Click to See Complete Forum and Search --> : [RESOLVED] New Thread causes Server 2003 heap error


nice_guy_mel
June 28th, 2007, 10:40 AM
Using visual studio 6 with service pack 6, and multithreaded run time library.

I'm coming to my wits end. For 2 weeks now we've been trying to find out why our software is crashing on Server 2003 OS. I'll describe it as best I can:
Our software is like a router, taking in multiple data inputs, then combining them, then sending them out of multiple servers, who then send the combined data to any users who have connected to the server. This application has been working flawlessly for months on all tested operating systems. The output communication is handled by a single thread which systematically goes through it's container of servers and sends the data to each server. The servers are (so we thought) thread safe because of the following:

void CTopServer::SendMesgToAll(std::string& strMesg)
{
m_lockConx.lock();
///Goes through it's container of connected users and sends data to each
m_lockConx.unlock();
}

So when my superiors approached me and asked if it would be possible to create a new thread that sends a separate data feed out through the servers, I didn't think it would be a problem. A new thread was created that reads in data from a file and calls the same SendMesgToAll for the servers. We tested it thoroughly on Windows 2000 and Windows XP, and the software ran for days. Days before the promised deadline, our customer informed us that the OS they want to use is Windows 2003 server. Just to be safe, we installed and tested the software on a pc running 2003 server. That's when the problems started. Suddenly our software that had been running for weeks on XP could only run for hours on 2003 server before crashing.
We had to install Visual Studio on the 2003 server pc to find out what the problem was. The software runs for about 2 hours then the output windows shows "heap corruption detected at _____" with a different address each time. We used a trial version of HeapAgent to see if it could catch anything while the software was running. HeapAgent reported nothing on the computers running XP, but HeapAgent running on Server 2003 were catching "Double Free" heap errors. The cause seemed to be 2 STL strings that were both pointing to the same heap memory. It reported that the second string who tried to free the same memory was found in the SendMesgToAll method.
To check if the problem was comming from the critical section, we ran the test on 2003 again, only this time no users connected to the servers. The software ran for days again. It was only once we connected a user to the server, that the heap error would reappear.

Does anyone know of any issues that Server 2003 has with STL strings?
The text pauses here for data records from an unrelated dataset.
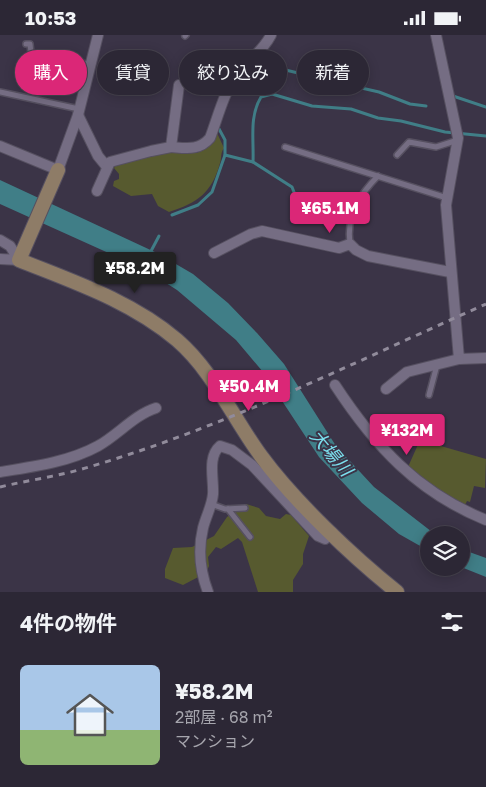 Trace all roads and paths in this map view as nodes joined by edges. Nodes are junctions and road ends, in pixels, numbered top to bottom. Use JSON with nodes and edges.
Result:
{"nodes":[{"id":1,"x":98,"y":35,"type":"edge"},
{"id":2,"x":272,"y":35,"type":"edge"},
{"id":3,"x":436,"y":35,"type":"edge"},
{"id":4,"x":26,"y":44,"type":"dead end"},
{"id":5,"x":92,"y":65,"type":"junction"},
{"id":6,"x":179,"y":85,"type":"dead end"},
{"id":7,"x":0,"y":92,"type":"edge"},
{"id":8,"x":79,"y":112,"type":"junction"},
{"id":9,"x":458,"y":134,"type":"junction"},
{"id":10,"x":0,"y":146,"type":"edge"},
{"id":11,"x":171,"y":147,"type":"junction"},
{"id":12,"x":285,"y":147,"type":"dead end"},
{"id":13,"x":397,"y":155,"type":"dead end"},
{"id":14,"x":107,"y":167,"type":"junction"},
{"id":15,"x":57,"y":172,"type":"junction"},
{"id":16,"x":378,"y":176,"type":"junction"},
{"id":17,"x":97,"y":191,"type":"dead end"},
{"id":18,"x":447,"y":197,"type":"junction"},
{"id":19,"x":0,"y":240,"type":"edge"},
{"id":20,"x":350,"y":244,"type":"junction"},
{"id":21,"x":214,"y":253,"type":"dead end"},
{"id":22,"x":22,"y":254,"type":"junction"},
{"id":23,"x":0,"y":259,"type":"edge"},
{"id":24,"x":450,"y":272,"type":"junction"},
{"id":25,"x":486,"y":358,"type":"edge"},
{"id":26,"x":459,"y":359,"type":"junction"},
{"id":27,"x":438,"y":364,"type":"junction"},
{"id":28,"x":335,"y":385,"type":"dead end"},
{"id":29,"x":386,"y":389,"type":"dead end"},
{"id":30,"x":429,"y":395,"type":"dead end"},
{"id":31,"x":156,"y":408,"type":"dead end"},
{"id":32,"x":0,"y":472,"type":"edge"},
{"id":33,"x":211,"y":504,"type":"junction"},
{"id":34,"x":245,"y":508,"type":"dead end"},
{"id":35,"x":228,"y":509,"type":"junction"},
{"id":36,"x":486,"y":520,"type":"edge"},
{"id":37,"x":332,"y":533,"type":"junction"},
{"id":38,"x":250,"y":537,"type":"dead end"},
{"id":39,"x":208,"y":592,"type":"edge"},
{"id":40,"x":397,"y":592,"type":"edge"}],
"edges":[{"from":1,"to":5,"type":"street"},
{"from":2,"to":11,"type":"street"},
{"from":3,"to":9,"type":"street"},
{"from":4,"to":5,"type":"lane"},
{"from":5,"to":8,"type":"street"},
{"from":6,"to":11,"type":"street"},
{"from":7,"to":8,"type":"lane"},
{"from":8,"to":14,"type":"street"},
{"from":8,"to":15,"type":"street"},
{"from":9,"to":13,"type":"lane"},
{"from":9,"to":18,"type":"street"},
{"from":10,"to":15,"type":"street"},
{"from":11,"to":14,"type":"street"},
{"from":12,"to":16,"type":"lane"},
{"from":14,"to":17,"type":"street"},
{"from":15,"to":22,"type":"street"},
{"from":16,"to":18,"type":"lane"},
{"from":16,"to":20,"type":"lane"},
{"from":18,"to":24,"type":"street"},
{"from":19,"to":22,"type":"street"},
{"from":20,"to":21,"type":"street"},
{"from":20,"to":24,"type":"street"},
{"from":22,"to":23,"type":"street"},
{"from":22,"to":37,"type":"street"},
{"from":24,"to":26,"type":"street"},
{"from":25,"to":26,"type":"street"},
{"from":26,"to":27,"type":"street"},
{"from":27,"to":29,"type":"street"},
{"from":27,"to":30,"type":"lane"},
{"from":28,"to":36,"type":"street"},
{"from":31,"to":32,"type":"street"},
{"from":33,"to":35,"type":"lane"},
{"from":33,"to":37,"type":"street"},
{"from":33,"to":39,"type":"street"},
{"from":34,"to":35,"type":"lane"},
{"from":35,"to":38,"type":"lane"},
{"from":37,"to":40,"type":"street"}]}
Or if there are any known issues with Server 2003 and multithreaded console applications? Any advice would be appreciated. Sorry for the long-winded description.

Arjay
June 28th, 2007, 12:18 PM
To make a long story short, it's not Win 2003 server. When you created the new thread, did you use the same lock object that was shared across the other threads (e.g. m_lockConx) or did you create a new one? If you didn't share the lock between the other threads, that could be the problem.

In addition, W2K3 handles std::string's fine, but if a string is shared across threads, you need to protect it with some sort of locking object (cs, mutex, etc.).

Finally, don't assume that the code you've inherited was thread safe to begin with. It may not have been, but due to timing, luck, what have you (except for the rare crash here and there), it might have seemed to be thread safe.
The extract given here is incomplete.